Saturday, March 19, 2011

Why do we do this?

I'm not entirely positive how it happened, but I would imagine it all going down like this.....

After the first automobile is made, some other guy decided he wanted to get in on the action.  Which in turn created a little competition... how could the second guy make his automobile better than the first?  The answer is SPEED... and so to determine who had the faster automobile, they set them up side by side and stomped on the throttle... wide open at a whopping 15 or so MPH.  BAM!! Racing was born... and never died, sort of like Larry King.  Soon after, the competition must have gotten pretty heated... because they didn't have rules, classes, or any guidelines in the beginning.  It was simple... whoever went faster was the winner.  After that, they probably decided to try other ways to race, i.e. touring, off-road, drag, oval, etc.  That's pretty much the greatest birth of a sport right there!  Caused by competition, to raise the competition, and now look at where we are today. 

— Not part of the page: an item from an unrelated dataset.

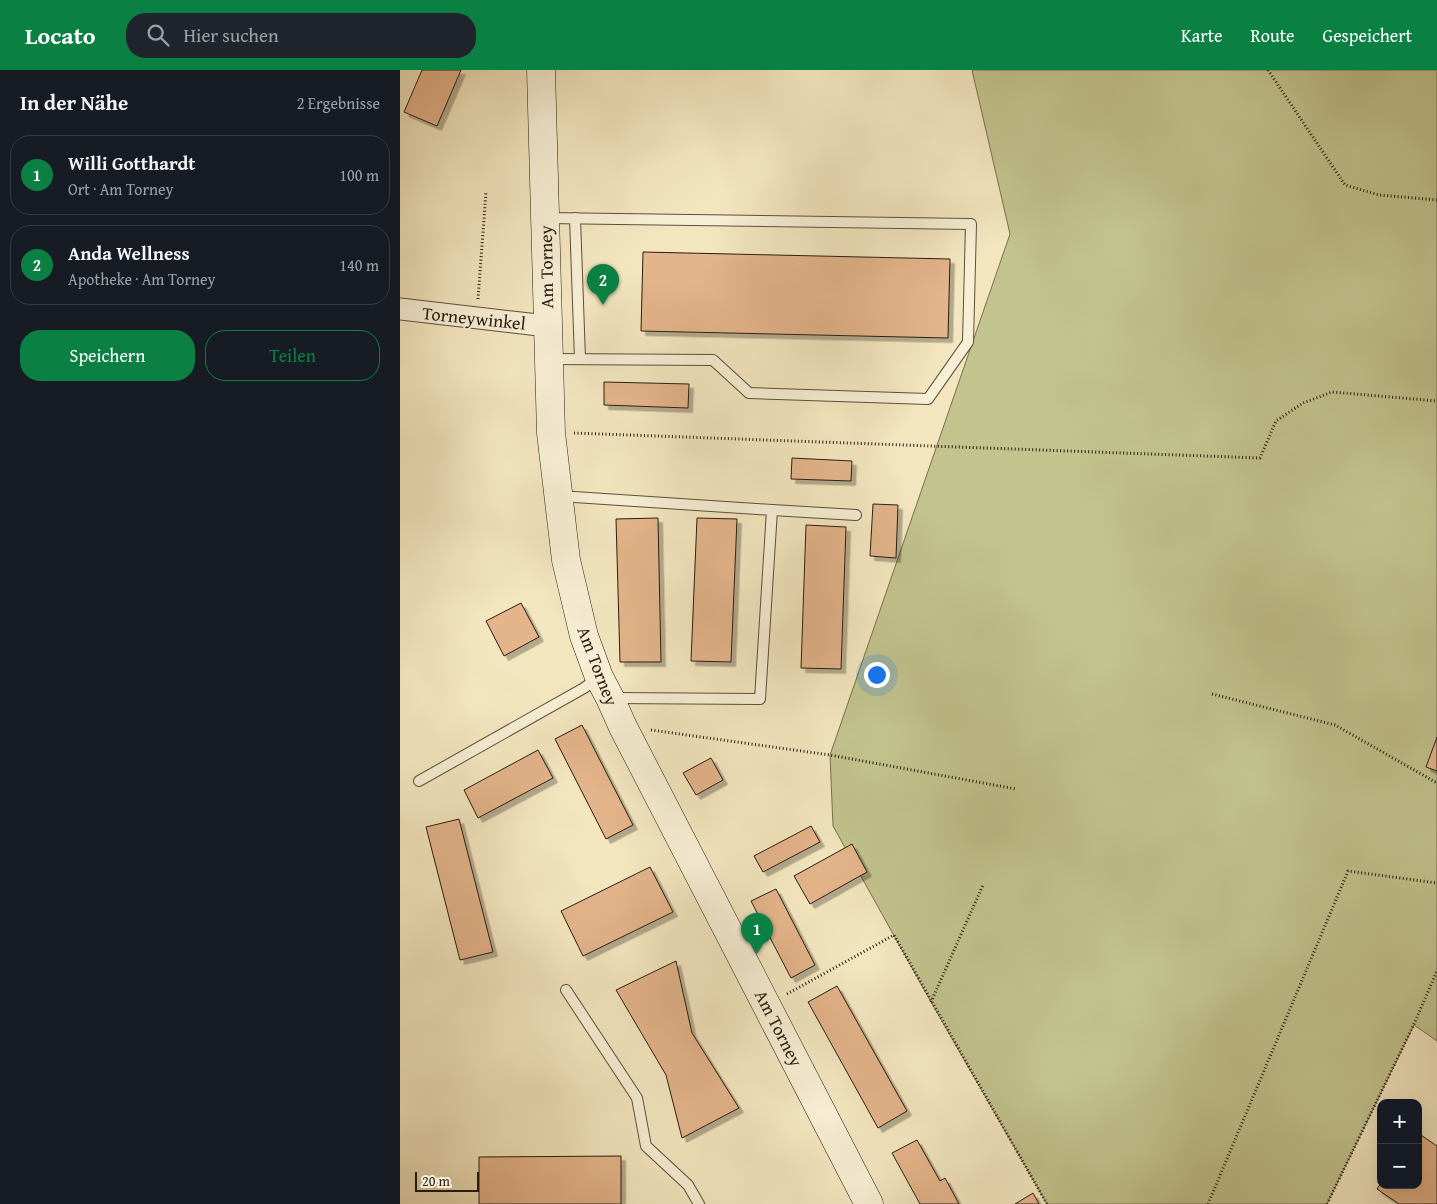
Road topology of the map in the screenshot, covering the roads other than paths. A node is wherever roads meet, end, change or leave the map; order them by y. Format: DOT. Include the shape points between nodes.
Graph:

So, here's the deal-e-o... people race because of two reasons, they like to have fun and they like to win, although some like to win more than others.  And of course, the sweet taste of victory is much nicer than the bitterness of defeat.  However, sometimes it seems like there may be something out there that just doesn't seem to want you to succeed.  If you run three qualifiers and break a part in one, your battery dumps in another, and strip a spur gear in the third... leaving you dead last in the mains, how the hell are you supposed to have fun now?  Well, it goes without saying that even though we are all racing "for fun", it is a lot of fun to win, place, or just beat your best lap times.  Whether you are a beginner, a novice, an expert, or you've been around since the invention of the tire (Larry King), you should always have a goal for the day.  You may want to beat your fastest lap time, make more laps, become more consistent, get on the podium, or just finally finish a dang race.  If you can meet that goal, then you can consider yourself a winner for the day.  Sometimes, you may even get lucky and completely overshoot your goal.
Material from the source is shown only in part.